Data to process =>
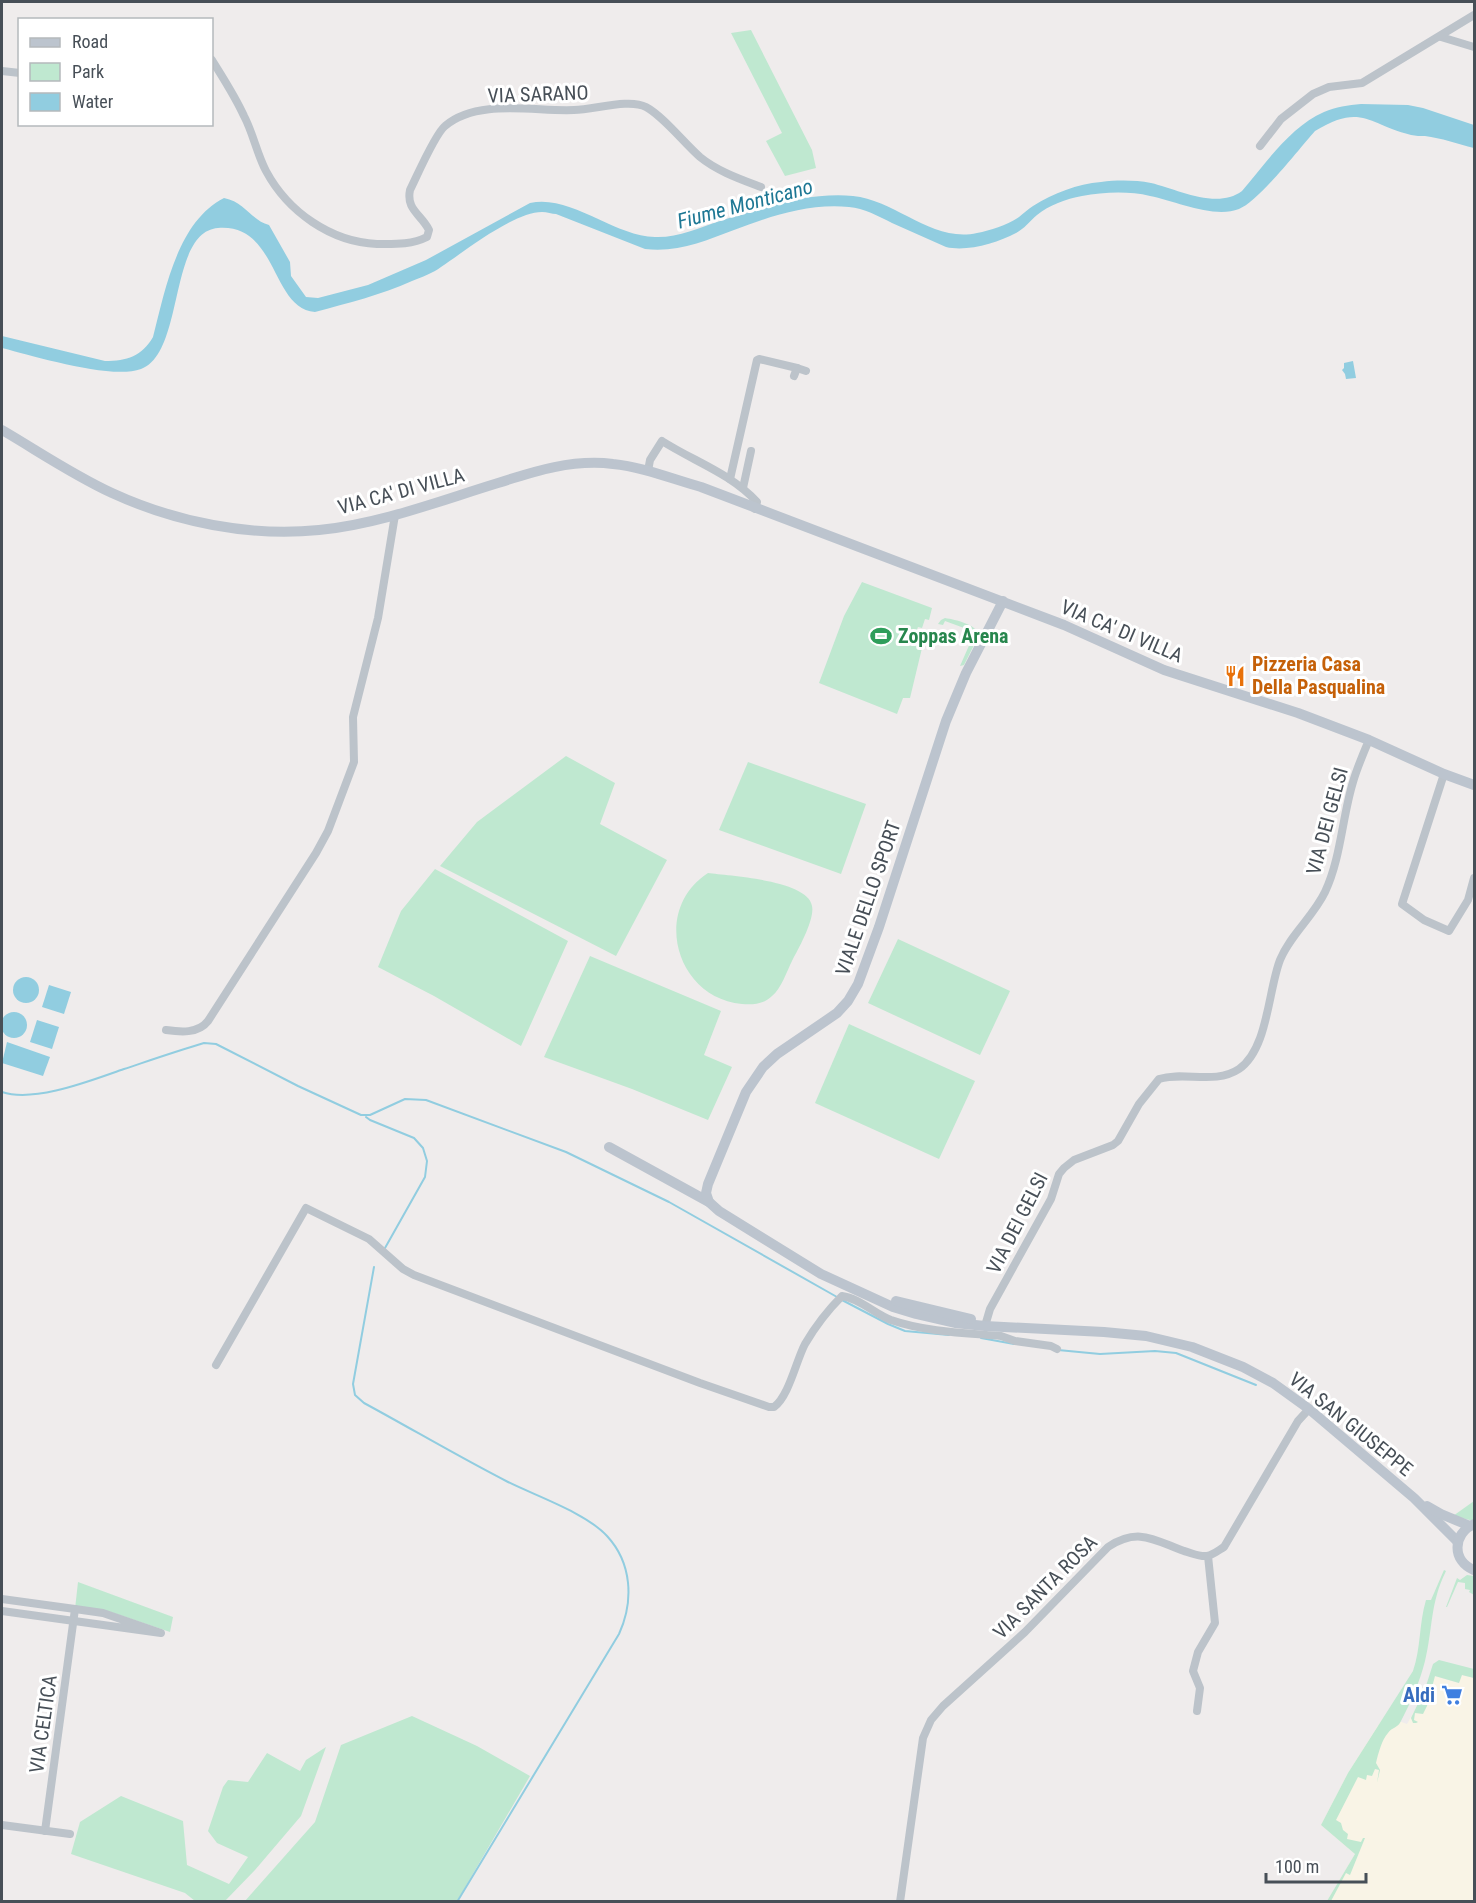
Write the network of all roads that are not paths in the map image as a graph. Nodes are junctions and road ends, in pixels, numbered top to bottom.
1 (1474, 15) edge
2 (1441, 37) junction
3 (1474, 47) edge
4 (213, 62) edge
5 (2, 71) edge
6 (18, 73) edge
7 (1260, 147) dead end
8 (761, 188) dead end
9 (806, 371) dead end
10 (2, 430) edge
11 (751, 451) dead end
12 (648, 471) junction
13 (730, 478) junction
14 (743, 488) junction
15 (755, 509) junction
16 (395, 515) junction
17 (1003, 601) junction
18 (1369, 740) junction
19 (1444, 774) junction
20 (1474, 785) edge
21 (1474, 878) edge
22 (166, 1030) dead end
23 (609, 1147) dead end
24 (709, 1202) junction
25 (917, 1311) junction
26 (985, 1324) junction
27 (912, 1326) junction
28 (1057, 1349) dead end
29 (216, 1365) dead end
30 (1309, 1409) junction
31 (1414, 1498) junction
32 (1456, 1521) junction
33 (1439, 1523) junction
34 (1472, 1525) edge
35 (1458, 1542) junction
36 (1208, 1556) junction
37 (1474, 1570) edge
38 (2, 1599) edge
39 (75, 1609) junction
40 (2, 1611) edge
41 (74, 1621) junction
42 (1197, 1711) dead end
43 (2, 1825) edge
44 (45, 1831) junction
45 (70, 1834) dead end
46 (900, 1902) edge

1 - 2 street
2 - 3 street
2 - 7 street
4 - 8 street, VIA SARANO
5 - 6 street
9 - 13 street
10 - 16 street, VIA CA' DI VILLA
11 - 14 street
12 - 13 street
12 - 15 street, VIA CA' DI VILLA
12 - 16 street, VIA CA' DI VILLA
13 - 14 street
14 - 15 street
15 - 17 street, VIA CA' DI VILLA
16 - 22 street
17 - 18 street, VIA CA' DI VILLA
17 - 24 street, VIALE DELLO SPORT
18 - 19 street, VIA CA' DI VILLA
18 - 26 street, VIA DEI GELSI
19 - 20 street, VIA CA' DI VILLA
19 - 21 street
23 - 24 street, VIA SAN GIUSEPPE
24 - 25 street, VIA SAN GIUSEPPE
25 - 26 street, VIA SAN GIUSEPPE
25 - 27 street
26 - 30 street, VIA SAN GIUSEPPE
27 - 28 street
27 - 29 street
30 - 31 street, VIA SAN GIUSEPPE
30 - 36 street
31 - 32 street, VIA SAN GIUSEPPE
31 - 33 street, VIA SAN GIUSEPPE
32 - 33 street
32 - 34 street, VIA SAN GIUSEPPE
33 - 35 street, VIA SAN GIUSEPPE
34 - 35 street
35 - 37 street
36 - 42 street
36 - 46 street, VIA SANTA ROSA
38 - 39 street
39 - 41 street, VIA CELTICA
39 - 41 street
40 - 41 street
41 - 44 street, VIA CELTICA
43 - 44 street
44 - 45 street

Work request => Your answer should be an exact copy of the entries above, with no images included.

Answer box =>
Write the network of all roads that are not paths in the map image as a graph. Nodes are junctions and road ends, in pixels, numbered top to bottom.
1 (1474, 15) edge
2 (1441, 37) junction
3 (1474, 47) edge
4 (213, 62) edge
5 (2, 71) edge
6 (18, 73) edge
7 (1260, 147) dead end
8 (761, 188) dead end
9 (806, 371) dead end
10 (2, 430) edge
11 (751, 451) dead end
12 (648, 471) junction
13 (730, 478) junction
14 (743, 488) junction
15 (755, 509) junction
16 (395, 515) junction
17 (1003, 601) junction
18 (1369, 740) junction
19 (1444, 774) junction
20 (1474, 785) edge
21 (1474, 878) edge
22 (166, 1030) dead end
23 (609, 1147) dead end
24 (709, 1202) junction
25 (917, 1311) junction
26 (985, 1324) junction
27 (912, 1326) junction
28 (1057, 1349) dead end
29 (216, 1365) dead end
30 (1309, 1409) junction
31 (1414, 1498) junction
32 (1456, 1521) junction
33 (1439, 1523) junction
34 (1472, 1525) edge
35 (1458, 1542) junction
36 (1208, 1556) junction
37 (1474, 1570) edge
38 (2, 1599) edge
39 (75, 1609) junction
40 (2, 1611) edge
41 (74, 1621) junction
42 (1197, 1711) dead end
43 (2, 1825) edge
44 (45, 1831) junction
45 (70, 1834) dead end
46 (900, 1902) edge

1 - 2 street
2 - 3 street
2 - 7 street
4 - 8 street, VIA SARANO
5 - 6 street
9 - 13 street
10 - 16 street, VIA CA' DI VILLA
11 - 14 street
12 - 13 street
12 - 15 street, VIA CA' DI VILLA
12 - 16 street, VIA CA' DI VILLA
13 - 14 street
14 - 15 street
15 - 17 street, VIA CA' DI VILLA
16 - 22 street
17 - 18 street, VIA CA' DI VILLA
17 - 24 street, VIALE DELLO SPORT
18 - 19 street, VIA CA' DI VILLA
18 - 26 street, VIA DEI GELSI
19 - 20 street, VIA CA' DI VILLA
19 - 21 street
23 - 24 street, VIA SAN GIUSEPPE
24 - 25 street, VIA SAN GIUSEPPE
25 - 26 street, VIA SAN GIUSEPPE
25 - 27 street
26 - 30 street, VIA SAN GIUSEPPE
27 - 28 street
27 - 29 street
30 - 31 street, VIA SAN GIUSEPPE
30 - 36 street
31 - 32 street, VIA SAN GIUSEPPE
31 - 33 street, VIA SAN GIUSEPPE
32 - 33 street
32 - 34 street, VIA SAN GIUSEPPE
33 - 35 street, VIA SAN GIUSEPPE
34 - 35 street
35 - 37 street
36 - 42 street
36 - 46 street, VIA SANTA ROSA
38 - 39 street
39 - 41 street, VIA CELTICA
39 - 41 street
40 - 41 street
41 - 44 street, VIA CELTICA
43 - 44 street
44 - 45 street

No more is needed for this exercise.